In the case of “The Brutalist,” the film’s intermission is 15 minutes long, with a countdown clock shown on screen. The break comes at roughly the halfway point of the film, between “Part 1: The Enigma of Arrival” and “Part 2: The Hard Core of Beauty.” The 15 minutes is also baked into the runtime of “The Brutalist,” so in that sense, “Flower Moon” is technically the “longer” film at an uninterrupted 3:26.

Corbet and Fastvold’s choice to include the intermission in “The Brutalist” goes against recent tradition in Western cinema. One of the last major titles to have one was Lars von Trier’s “Dancer in the Dark” in 2000. But intermissions were once very common in Hollywood films, from “Gone with the Wind” to “2001: A Space Odyssey” — and they were a staple of the big roadshow musicals and epics of the 1960s. “The Brutalist” harks back to that era of filmmaking with its weighty national themes and rich production design.

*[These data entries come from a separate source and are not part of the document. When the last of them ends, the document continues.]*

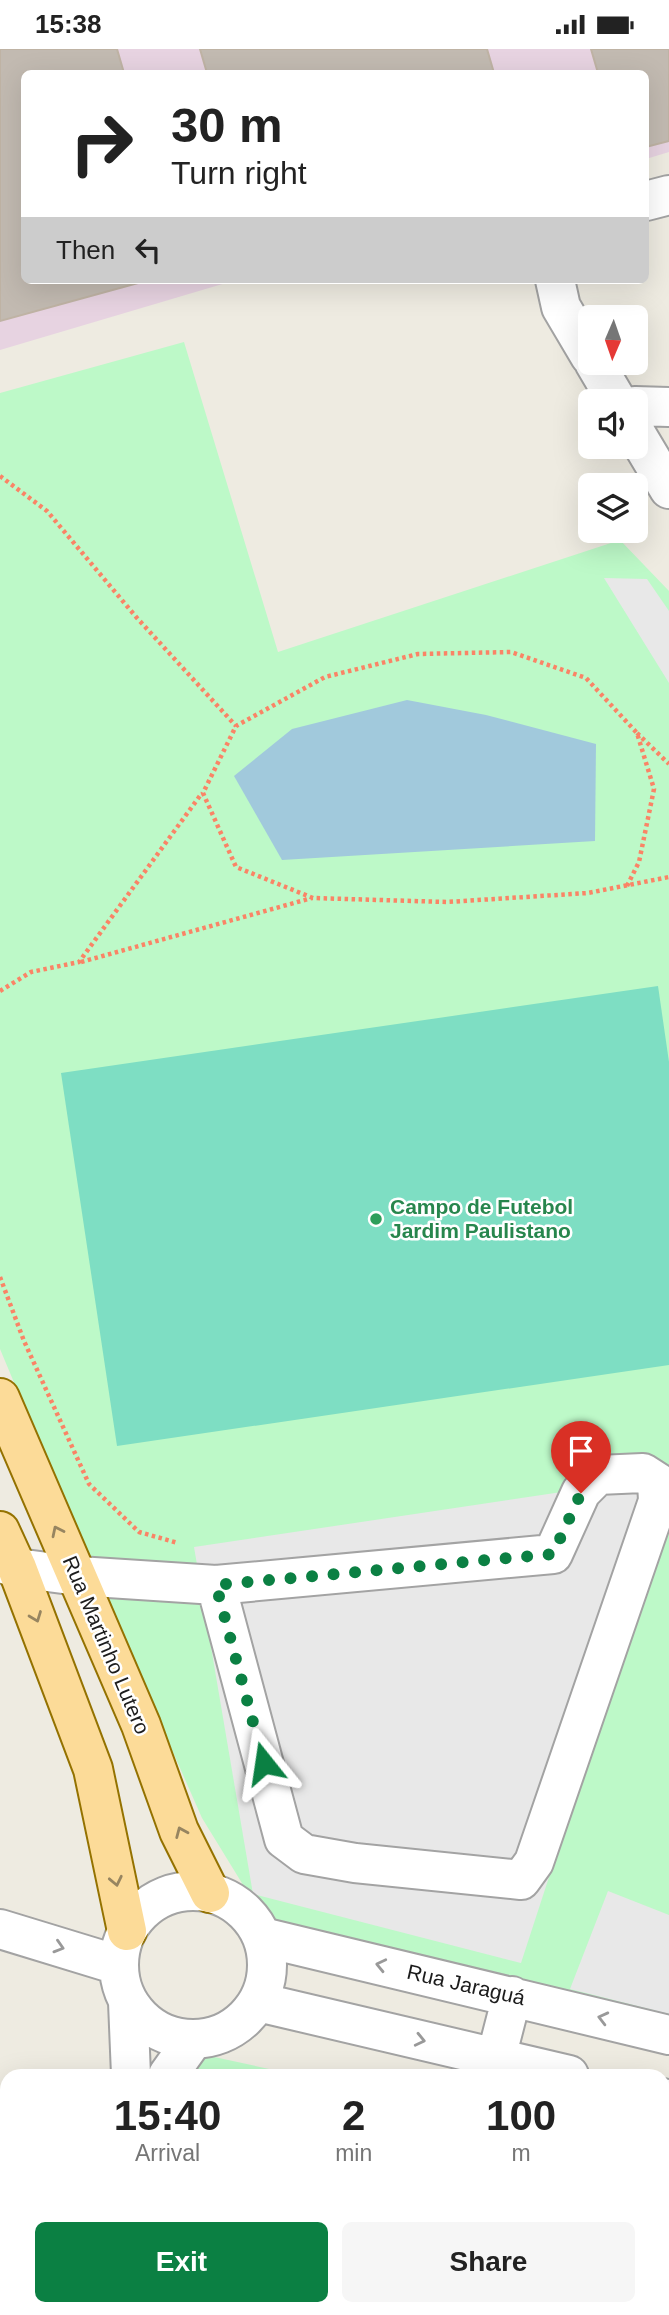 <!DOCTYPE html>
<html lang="en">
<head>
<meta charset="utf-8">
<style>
	:root { --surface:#fff; --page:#f6f6f6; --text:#222; --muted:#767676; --accent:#0b8043 }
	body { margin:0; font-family:Arial,sans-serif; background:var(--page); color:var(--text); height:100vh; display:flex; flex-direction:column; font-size:26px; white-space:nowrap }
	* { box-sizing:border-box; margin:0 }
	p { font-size:23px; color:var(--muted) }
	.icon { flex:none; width:38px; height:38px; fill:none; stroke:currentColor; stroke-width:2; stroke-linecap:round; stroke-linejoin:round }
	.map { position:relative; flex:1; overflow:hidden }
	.panel { position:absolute; left:0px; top:2020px; width:670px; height:247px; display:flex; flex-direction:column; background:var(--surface); border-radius:21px 21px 0 0; box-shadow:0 7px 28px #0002 }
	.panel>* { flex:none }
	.banner { position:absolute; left:21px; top:21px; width:628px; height:214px; border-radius:10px; box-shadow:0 7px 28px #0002; background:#fff; color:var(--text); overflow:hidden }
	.needle { width:46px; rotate:182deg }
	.controls { position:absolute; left:578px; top:256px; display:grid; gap:14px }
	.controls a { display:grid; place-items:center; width:70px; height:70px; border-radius:10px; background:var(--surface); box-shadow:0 7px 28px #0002; font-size:35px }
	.pin { position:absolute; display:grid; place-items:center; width:60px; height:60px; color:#fff; margin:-72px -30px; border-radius:50% 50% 50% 0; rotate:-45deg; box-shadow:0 0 7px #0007 }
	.pin .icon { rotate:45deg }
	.me { position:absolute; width:77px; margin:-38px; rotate:345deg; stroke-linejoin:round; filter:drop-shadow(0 0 5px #0008) }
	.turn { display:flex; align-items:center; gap:24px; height:147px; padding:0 35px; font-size:32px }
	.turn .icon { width:91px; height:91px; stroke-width:2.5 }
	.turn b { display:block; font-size:49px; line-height:60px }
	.then { display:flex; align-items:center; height:66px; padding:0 35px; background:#0003; gap:14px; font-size:26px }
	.eta { display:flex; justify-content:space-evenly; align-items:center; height:119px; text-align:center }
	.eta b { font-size:42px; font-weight:700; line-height:49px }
	.primary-button { display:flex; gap:14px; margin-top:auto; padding:14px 35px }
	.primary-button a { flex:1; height:80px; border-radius:10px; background:var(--accent); color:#fff; font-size:28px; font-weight:700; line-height:80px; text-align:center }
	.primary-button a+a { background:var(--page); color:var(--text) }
	.status { display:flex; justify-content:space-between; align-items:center; height:49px; padding:0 35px; background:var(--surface); direction:ltr }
	.status svg { height:19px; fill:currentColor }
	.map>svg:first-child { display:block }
	.industrial { fill:#e7d3e1 }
	.park { fill:#bdf9c8 }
	.pitch { fill:#7edec3 }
	.parking { fill:#e8e8e8 }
	.water { fill:#a1c9dc }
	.building { fill:#c2bab1; stroke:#bfb3a4; stroke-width:2 }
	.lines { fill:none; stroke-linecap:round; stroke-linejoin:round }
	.minor-casing { stroke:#a3a3a3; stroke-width:42 }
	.major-casing { stroke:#947200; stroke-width:42 }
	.path { stroke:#fa8466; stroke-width:4.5; stroke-dasharray:3.5 3.5; stroke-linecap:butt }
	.minor { stroke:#fff; stroke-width:38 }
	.major { stroke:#fcdb98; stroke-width:38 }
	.oneway { stroke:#978560 }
	.oneway2 { stroke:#999 }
	.route { stroke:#0b8043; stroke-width:12; stroke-dasharray:0 21.6 }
	.leisure-dot { fill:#2e9e5b; stroke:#fff; stroke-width:2.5 }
	.labels { text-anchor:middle; stroke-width:5; stroke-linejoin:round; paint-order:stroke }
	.leisure-label { font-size:21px; font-weight:bold; fill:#27864d; stroke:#fff; text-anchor:start }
	.street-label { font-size:21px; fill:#1c1c1c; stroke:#fff }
</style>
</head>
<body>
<div class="status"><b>15:38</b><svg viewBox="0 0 49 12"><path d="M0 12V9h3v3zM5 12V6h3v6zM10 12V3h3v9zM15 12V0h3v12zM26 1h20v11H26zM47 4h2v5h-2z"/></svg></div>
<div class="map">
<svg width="669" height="2266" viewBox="0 0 669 2266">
	<rect width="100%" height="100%" fill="#eeebe1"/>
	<!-- industrial -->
	<path class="industrial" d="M0,0h669v103l-23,7v-86h-622v207h212l-236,70z"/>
	<!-- park -->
	<path class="park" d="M184,293l94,310 342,-112 49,51v1433l-405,-105 -62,-101 -114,-259 -88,-210v-956z
		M191,2003l106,23h-110z
		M663,2108l6,2v156h-519l1,-7h512z"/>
	<!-- pitch -->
	<path class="pitch" d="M658,937l11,76v303l-552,81 -56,-373z"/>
	<!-- parking -->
	<path class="parking" d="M604,529l43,1 22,32v72z
		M669,1427v33l-148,454 -268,-69 -59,-347z
		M608,1842l61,24v99l-99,-25z"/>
	<!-- water -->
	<path class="water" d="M407,651l79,15 110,29 -1,97 -313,19 -48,-84 58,-47z"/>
	<!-- building -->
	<path class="building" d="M0,0h117l7,24h-100v207h125l-149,41z
		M200,0h287l7,24h-287z
		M591,0h78v92l-23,6v-74h-48z"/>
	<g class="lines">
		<!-- minor casing -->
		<g class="minor-casing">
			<path id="minor" d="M646,152l23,-6
				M555,231l6,27 29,49
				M594,313l23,39
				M635,357l34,1
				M635,383l34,57
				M0,1514l17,5 61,8 138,9 337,-31 28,-62 17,-17 45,-2 14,9 1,19 -124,361 -13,18 -166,-17 -51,-9 -20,-15 -68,-254
				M119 1916a74 74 0 1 1 148 0a74 74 0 1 1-148 0Z
				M0,1880l118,36
				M262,1888l407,98
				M128,1953l3,73
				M258,1953l311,73
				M496,2009l16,-62
				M168,2026l25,-35
				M663,2049l6,2
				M0,2243l7,3
				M51,2259l21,7
				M122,2266v-7"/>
		</g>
		<!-- major casing -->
		<g class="major-casing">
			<path id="major" d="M0,1349l141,327 38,106 31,62
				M0,1482l17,37 76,201 34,162"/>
		</g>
		<!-- path -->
		<path class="path" d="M0,427l47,35 90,107 99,108
			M637,684l32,31
			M627,837l12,-24 15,-73 -17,-56 -51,-55 -75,-26 -93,2 -93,23 -89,49 -33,67 33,74 77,31 134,4 141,-9 81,-16
			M81,913l231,-64
			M0,942l31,-19 48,-10 123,-169
			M0,1228l24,64 65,143 50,48 39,11
			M315,2026l20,-3 18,3
			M663,2224l6,-16
			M210,2266v-7
			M259,2266l1,-7
			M396,2266l1,-7
			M453,2266l1,-7
			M648,2266l2,-7"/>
		<!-- minor -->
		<use href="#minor" class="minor"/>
		<!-- major -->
		<use href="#major" class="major"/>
	</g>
	<!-- one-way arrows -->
	<defs><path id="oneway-chevron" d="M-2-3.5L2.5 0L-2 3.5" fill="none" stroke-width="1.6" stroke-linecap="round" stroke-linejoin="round" transform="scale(1.75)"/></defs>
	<g class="oneway">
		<use href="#oneway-chevron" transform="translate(57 1482) rotate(-116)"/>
		<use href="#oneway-chevron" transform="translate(36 1568) rotate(69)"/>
		<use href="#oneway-chevron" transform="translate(181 1783) rotate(-113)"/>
		<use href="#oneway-chevron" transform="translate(116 1832) rotate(78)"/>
	</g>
	<g class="oneway2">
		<use href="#oneway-chevron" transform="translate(59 1898) rotate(17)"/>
		<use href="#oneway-chevron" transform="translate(381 1916) rotate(-167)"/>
		<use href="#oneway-chevron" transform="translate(603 1969) rotate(-166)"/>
		<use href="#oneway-chevron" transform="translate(420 1991) rotate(13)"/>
	</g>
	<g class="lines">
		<!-- route -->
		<path class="route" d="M264,1714l-48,-178 337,-31 28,-61"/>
	</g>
	<!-- markers -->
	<circle class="leisure-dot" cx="376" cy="1170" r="7"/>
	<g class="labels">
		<!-- leisure labels -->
		<g class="leisure-label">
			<text x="390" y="1165">Campo de Futebol<tspan x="390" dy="24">Jardim Paulistano</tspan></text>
		</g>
		<!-- street labels -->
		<g class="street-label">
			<text transform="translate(106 1596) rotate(67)" y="7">Rua Martinho Lutero</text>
			<text transform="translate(466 1936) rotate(13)" y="7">Rua Jaraguá</text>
		</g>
	</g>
</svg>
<div class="controls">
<a><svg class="needle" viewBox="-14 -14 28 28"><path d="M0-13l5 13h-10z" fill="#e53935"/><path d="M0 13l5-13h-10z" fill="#767676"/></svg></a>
<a><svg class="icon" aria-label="sound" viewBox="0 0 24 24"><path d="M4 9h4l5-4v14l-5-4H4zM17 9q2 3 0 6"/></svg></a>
<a><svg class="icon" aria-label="layers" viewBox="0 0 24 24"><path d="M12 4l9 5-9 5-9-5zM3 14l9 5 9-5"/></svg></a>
</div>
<div class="pin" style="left:581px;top:1444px;background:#d93025"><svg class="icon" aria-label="arrive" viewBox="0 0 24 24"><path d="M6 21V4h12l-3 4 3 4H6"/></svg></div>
<svg class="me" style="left:264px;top:1714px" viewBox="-20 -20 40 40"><path d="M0-17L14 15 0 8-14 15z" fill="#0b8043" stroke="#fff" stroke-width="4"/></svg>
<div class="banner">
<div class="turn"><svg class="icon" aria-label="right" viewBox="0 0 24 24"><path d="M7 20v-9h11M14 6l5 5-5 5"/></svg><div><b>30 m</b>Turn right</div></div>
<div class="then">Then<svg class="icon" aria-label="left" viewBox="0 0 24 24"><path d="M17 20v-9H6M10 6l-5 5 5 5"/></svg></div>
</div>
<section class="panel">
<div class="eta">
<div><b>15:40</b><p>Arrival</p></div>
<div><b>2</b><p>min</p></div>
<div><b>100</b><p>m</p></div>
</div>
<div class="primary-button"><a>Exit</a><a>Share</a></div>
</section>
</div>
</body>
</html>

“Yeah, we always knew we wanted to have that break in the middle,” Fastvold, who’s married to Corbet and is the director of “The World to Come,” added on the red carpet at the Gotham Awards. “You know, people sit at home and they watch eight to 16 hours of a limited series with little breaks in between, so if you apply that idea to this film, you’re just binging this movie with a little break in the middle. So, don’t be scared of the intermission.”

“The Brutalist” has been likened to a cinematic version of the “Great American Novel” with its story of an immigrant and Holocaust survivor, played by Brody, who settles in America to pursue his career as an architect. As far as casting the film, Brody was their unquestioned choice.

“We don’t really do auditions,” Corbet said. “It’s very rare… maybe we have somebody read three or four lines who are day players we’re casting locally. Because we’ve made three films in Hungary, Mona made her last film in Romania. Those are really the only circumstances that require an audition because generally you know in the first 30 or 40 seconds if someone is right for the role. With Adrian, it’s a no-brainer. His mother fled Hungary in 1956 during the revolution, his heritage, his family history made him really the only option for the role.”